Sometime around 1933, she began surveilling the Nazi-associated group “Friends of the New Germany.” She reported her activities to Rabbi Jacob Xenab Cohen, who was connected with both the Stephen Wise Free Synagogue and the American Jewish Congress, but the full extent of this project is not entirely clear. In the course of this undertaking, Florence used at least three pseudonyms: KQX (for correspondence with the Rabbi), Gertrude Mueller (for the Nazis), and Anna Hitler (in order to contact potential family members of Adolf Hitler living in the United States).
The saved collection of propaganda shows a variety of rhetoric, from outright and blatant antisemitism and racism to dog-whistles with coded implications, such as the vilification of “communism” and showing nationalist pride to Germany.
Florence also saved material and ephemera from organizations in the 1930s, Jewish and non-Jewish, who sought to fight Nazi influence in America, as well as from Civil Rights, Equality, and Tolerance Movements of the 1930s and 40s.
The Leo Baeck Institute also preserved her more personal materials, which are a fascinating look into Jewish life and American life in this era. Some of the collection even documents her life as a librarian, with staff newsletters, mailings, periodicals, and more from the New York Public Library. There’s also an amazing assortment of ephemera and periodicals from different religions, including atheism, mysticism, and the occult. These might have been saved because they were of personal interest to Florence, or she might have thought they were specifically targeting Jewish audiences.
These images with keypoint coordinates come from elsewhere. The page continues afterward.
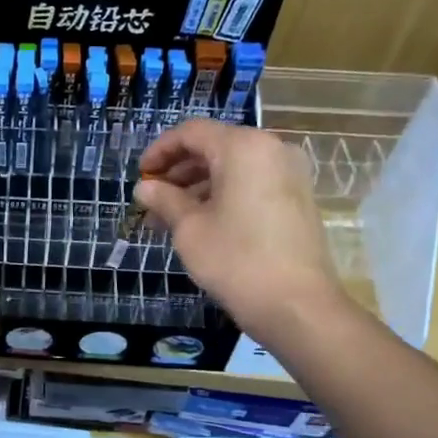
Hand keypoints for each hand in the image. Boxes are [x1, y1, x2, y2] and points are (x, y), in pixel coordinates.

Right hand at [135, 119, 341, 340]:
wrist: (296, 304)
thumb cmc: (235, 260)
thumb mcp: (189, 228)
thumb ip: (164, 200)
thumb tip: (145, 188)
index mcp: (243, 147)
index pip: (192, 132)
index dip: (160, 150)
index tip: (140, 176)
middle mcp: (271, 149)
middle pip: (214, 147)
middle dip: (178, 172)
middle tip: (151, 201)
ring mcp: (289, 173)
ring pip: (233, 168)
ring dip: (198, 187)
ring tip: (169, 219)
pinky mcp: (297, 198)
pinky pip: (251, 184)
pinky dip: (223, 196)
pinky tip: (200, 224)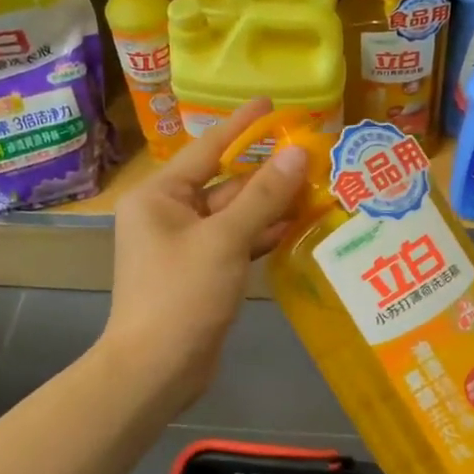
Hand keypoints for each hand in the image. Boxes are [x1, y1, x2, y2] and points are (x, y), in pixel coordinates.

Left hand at [101, 99, 309, 413]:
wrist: (156, 369)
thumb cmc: (181, 295)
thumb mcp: (225, 240)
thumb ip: (263, 196)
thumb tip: (297, 153)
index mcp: (160, 196)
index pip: (207, 148)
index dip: (242, 125)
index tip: (272, 104)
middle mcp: (169, 214)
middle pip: (225, 183)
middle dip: (267, 174)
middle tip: (313, 156)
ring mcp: (186, 246)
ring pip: (235, 216)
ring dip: (271, 207)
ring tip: (316, 188)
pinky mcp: (202, 273)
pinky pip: (236, 243)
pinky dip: (262, 237)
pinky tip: (297, 228)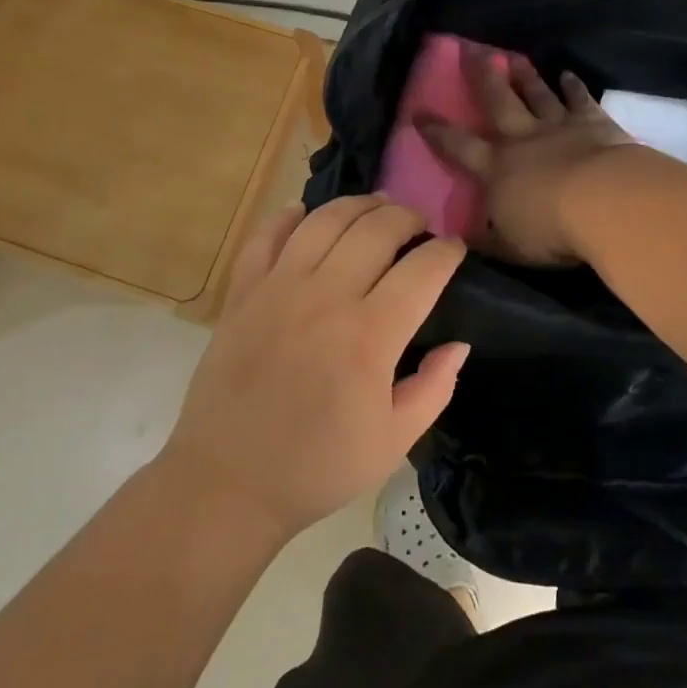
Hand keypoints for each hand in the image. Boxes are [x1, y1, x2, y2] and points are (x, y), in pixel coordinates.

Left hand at [156, 197, 468, 542]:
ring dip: (358, 205)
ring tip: (375, 208)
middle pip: (376, 228)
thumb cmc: (317, 467)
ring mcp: (278, 288)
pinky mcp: (242, 293)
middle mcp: (326, 297)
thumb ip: (434, 389)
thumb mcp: (392, 442)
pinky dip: (288, 217)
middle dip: (407, 216)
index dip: (446, 251)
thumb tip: (459, 344)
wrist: (227, 482)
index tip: (455, 248)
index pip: (422, 270)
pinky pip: (266, 236)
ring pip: (325, 220)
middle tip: (418, 226)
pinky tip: (304, 214)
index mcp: (369, 336)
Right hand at [418, 48, 634, 264]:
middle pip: (497, 101)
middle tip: (471, 49)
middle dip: (481, 76)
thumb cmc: (549, 229)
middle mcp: (522, 138)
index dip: (436, 131)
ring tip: (514, 56)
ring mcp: (558, 126)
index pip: (457, 146)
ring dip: (525, 76)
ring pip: (537, 94)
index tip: (419, 112)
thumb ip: (485, 241)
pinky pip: (580, 100)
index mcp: (495, 168)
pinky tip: (568, 74)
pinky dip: (573, 87)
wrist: (602, 202)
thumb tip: (459, 240)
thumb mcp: (508, 247)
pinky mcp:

One could spend hours combing through this priceless and fascinating collection of antisemitic propaganda, finding themselves equally shocked at how openly hateful some of it is and shocked by how subtle some of the other materials are, showing how pervasive and dangerous the spread of fascist ideology truly is. Florence Mendheim’s story is an important and evergreen one. Long before the full understanding of the Nazi’s plan for European Jews was well-known in America, she recognized the signs of what was coming, and felt it was her duty to fight back. She also knew the value in preserving these materials to help future generations recognize, understand, and fight, too.